It was more than a decade ago when the words “contemporary” Indian, “progressive” Indian, or “avant-garde” Indian were first heard. In the context of food, the trendsetter was Manish Malhotra, who opened the doors of his restaurant—the Indian Accent—then housed in a small boutique hotel in the Capital called The Manor. Indian Accent was promoted by Rohit Khattar, a restaurateur with innovative ideas who had trained in the US. Even earlier, he had created a buzz with his unique eatery, “Chor Bizarre,” where everything was deliberately and deliciously mismatched.
What Manish unveiled was a stunningly new concept. This was a multi-course tasting menu, far removed from the traditional Indian thali or pattal that served many dishes, dry or with gravy, on the same plate. It took some time before the idea gained traction.
Many food critics thought that Manish was trying to turn desi dining on its head. In less than a decade, Indian Accent has become a must-visit landmark dining destination. The portions were small and there was a lot of fusion of exotic and traditional ingredients.
The presentation was aesthetically pleasing, one may even say tantalizing, and the wines were lovingly paired. No one complained that after the meal, both the belly and purse felt light. Within ten years, Indian Accent had opened branches in London and in New York.
Manish never claimed that what he was offering was ‘progressive’, a much-abused word in politics, nor could anyone accuse him of borrowing from the Nouvelle French Wave.
The Indian accent in his recipes remained distinctly Indian, and the fusion was never confusing. Since then, there have been many iterations of this theme.

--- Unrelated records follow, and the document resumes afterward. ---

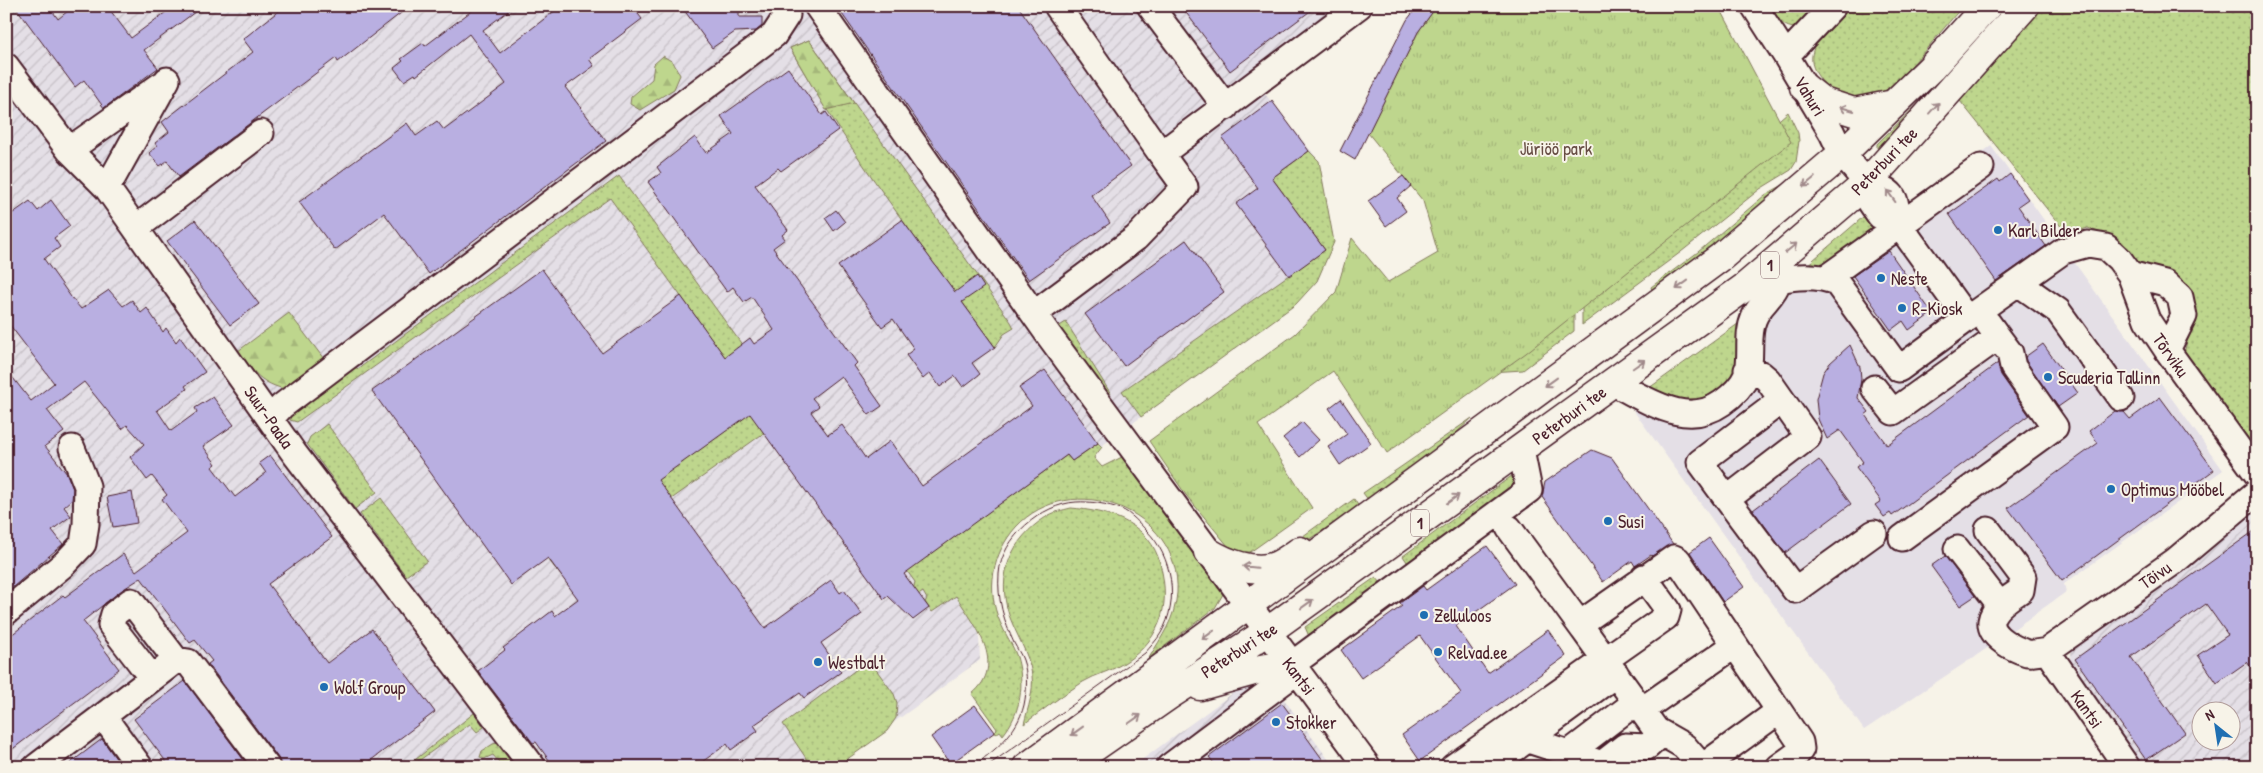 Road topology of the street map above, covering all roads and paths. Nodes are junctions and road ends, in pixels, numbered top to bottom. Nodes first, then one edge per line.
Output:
1 (785, 6) edge
2 (817, 6) edge
3 (1057, 6) edge
4 (1150, 6) edge
5 (1359, 6) edge
6 (1754, 6) edge
7 (1987, 6) edge
8 (2025, 6) edge
9 (1831, 7) edge
10 (1786, 56) junction
11 (6, 66) edge
12 (1804, 88) junction
13 (1894, 104) junction
14 (1226, 106) junction
15 (261, 134) dead end
16 (69, 150) junction
17 (1161, 154) junction
18 (1842, 154) junction
19 (1981, 167) dead end
20 (1867, 183) junction
21 (107, 188) junction
22 (1899, 225) junction
23 (136, 228) junction
24 (2130, 274) junction
25 (1826, 278) junction
26 (1779, 280) junction
27 (2018, 283) junction
28 (1745, 286) junction
29 (1034, 314) junction
30 (1973, 315) junction
31 (1998, 337) junction
32 (2167, 350) junction
33 (1748, 370) junction
34 (1613, 383) junction
35 (1874, 388) dead end
36 (2121, 398) dead end
37 (1782, 400) junction
38 (270, 419) junction
39 (72, 448) dead end
40 (1521, 450) junction
41 (2257, 474) edge
42 (2257, 492) edge
43 (1727, 499) junction
44 (1372, 513) junction
45 (1509, 528) dead end
46 (1988, 530) dead end
47 (1874, 533) dead end
48 (1902, 538) dead end
49 (1958, 549) dead end
50 (1208, 552) junction
51 (1644, 578) junction
52 (2000, 605) junction
53 (1247, 606) junction
54 (6, 612) edge
55 (1583, 629) junction
56 (1267, 632) junction
57 (1735, 645) junction
58 (2047, 651) junction
59 (176, 660) junction
60 (1611, 667) junction
61 (1294, 668) junction
62 (152, 678) junction
63 (1168, 696) junction
64 (1779, 711) junction
65 (1645, 714) junction
66 (102, 716) junction
67 (1503, 732) junction
68 (1527, 740) junction
69 (1569, 753) junction
70 (1178, 764) edge
71 (1600, 765) edge
72 (1455, 766) edge
73 (36, 767) edge
74 (140, 767) edge
75 (267, 767) edge
76 (532, 767) edge
77 (1028, 767) edge
78 (1066, 767) edge
79 (1368, 767) edge
80 (1490, 767) edge
81 (1779, 767) edge
82 (2127, 767) edge

1 - 38 street
2 - 29 street, Kantsi
3 - 17 street
4 - 14 street
5 - 14 street
6 - 10 street, Vahuri
7 - 13 highway, Peterburi tee / 1
20 -> 8 highway, Peterburi tee / 1
9 - 10 street
10 - 12 street, Vahuri
11 - 16 street, Suur-Paala
13 -> 12 highway
12 - 18 street, Vahuri
13 - 18 highway, Peterburi tee / 1
14 - 17 street
15 - 23 street
16 - 21 street, Suur-Paala
16 - 21 street
17 - 29 street
18 - 20 street, Vahuri
18 -> 44 highway, Peterburi tee / 1
19 - 22 street
20 - 22 street
28 -> 20 highway, Peterburi tee / 1
21 - 23 street, Suur-Paala
22 - 25 street
22 - 30 street
23 - 38 street, Suur-Paala
24 - 27 street, Tõrviku
24 - 32 street, Tõrviku
24 - 32 street
25 - 26 street
25 - 30 street
26 - 28 street
26 - 33 street
27 - 30 street
27 - 36 street
34 -> 28 highway, Peterburi tee / 1
29 - 50 street, Kantsi
30 - 31 street
31 - 35 street
31 - 48 street
32 - 41 street, Tõrviku
33 - 34 street
33 - 37 street
34 - 40 highway, Peterburi tee / 1
37 - 43 street
37 - 43 street
38 - 76 street, Suur-Paala
39 - 54 street
56 -> 40 highway, Peterburi tee / 1
40 - 61 street
42 - 58 street, Tõivu
43 - 47 street
44 -> 50 highway
44 - 53 highway, Peterburi tee / 1
45 - 55 street
46 - 52 street
49 - 52 street
50 - 53 street, Kantsi
51 - 55 street
51 - 57 street
51 - 60 street
52 - 58 street
53 - 56 street, Kantsi
53 -> 77 highway, Peterburi tee / 1
55 - 60 street
56 - 61 street, Kantsi
56 - 63 highway, Peterburi tee / 1
57 - 64 street
57 - 65 street
58 - 82 street, Kantsi
59 - 62 street
59 - 62 street
59 - 75 street
60 - 65 street
60 - 67 street
60 - 68 street
61 - 63 highway
61 - 70 street
61 - 79 street, Kantsi
62 - 66 street
78 -> 63 highway, Peterburi tee / 1
64 - 65 street
64 - 81 street
65 - 69 street
65 - 71 street
66 - 73 street
66 - 74 street
67 - 68 street
67 - 72 street
68 - 69 street
68 - 80 street
69 - 71 street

What’s avant-garde or contemporary for one generation doesn’t take too long to become passe for the next. This is what happened to the next big trend that hit Indian shores. This was the excursion into molecular space that some Indian chefs undertook with great haste.
Foams of all kinds, liquid nitrogen, and blow torches made those slogging in the kitchen feel that they were the peers of the scientists working in advanced laboratories at home and abroad.
This trend never really caught on because the worthies presiding over 5-star hotel chains were not setting a trend but merely following it. What created alarm was when molecular delicacies prepared without adequate care not only burned a hole in the pocket of the customer but literally a hole in the stomach. The wannabe scientists beat a hasty retreat.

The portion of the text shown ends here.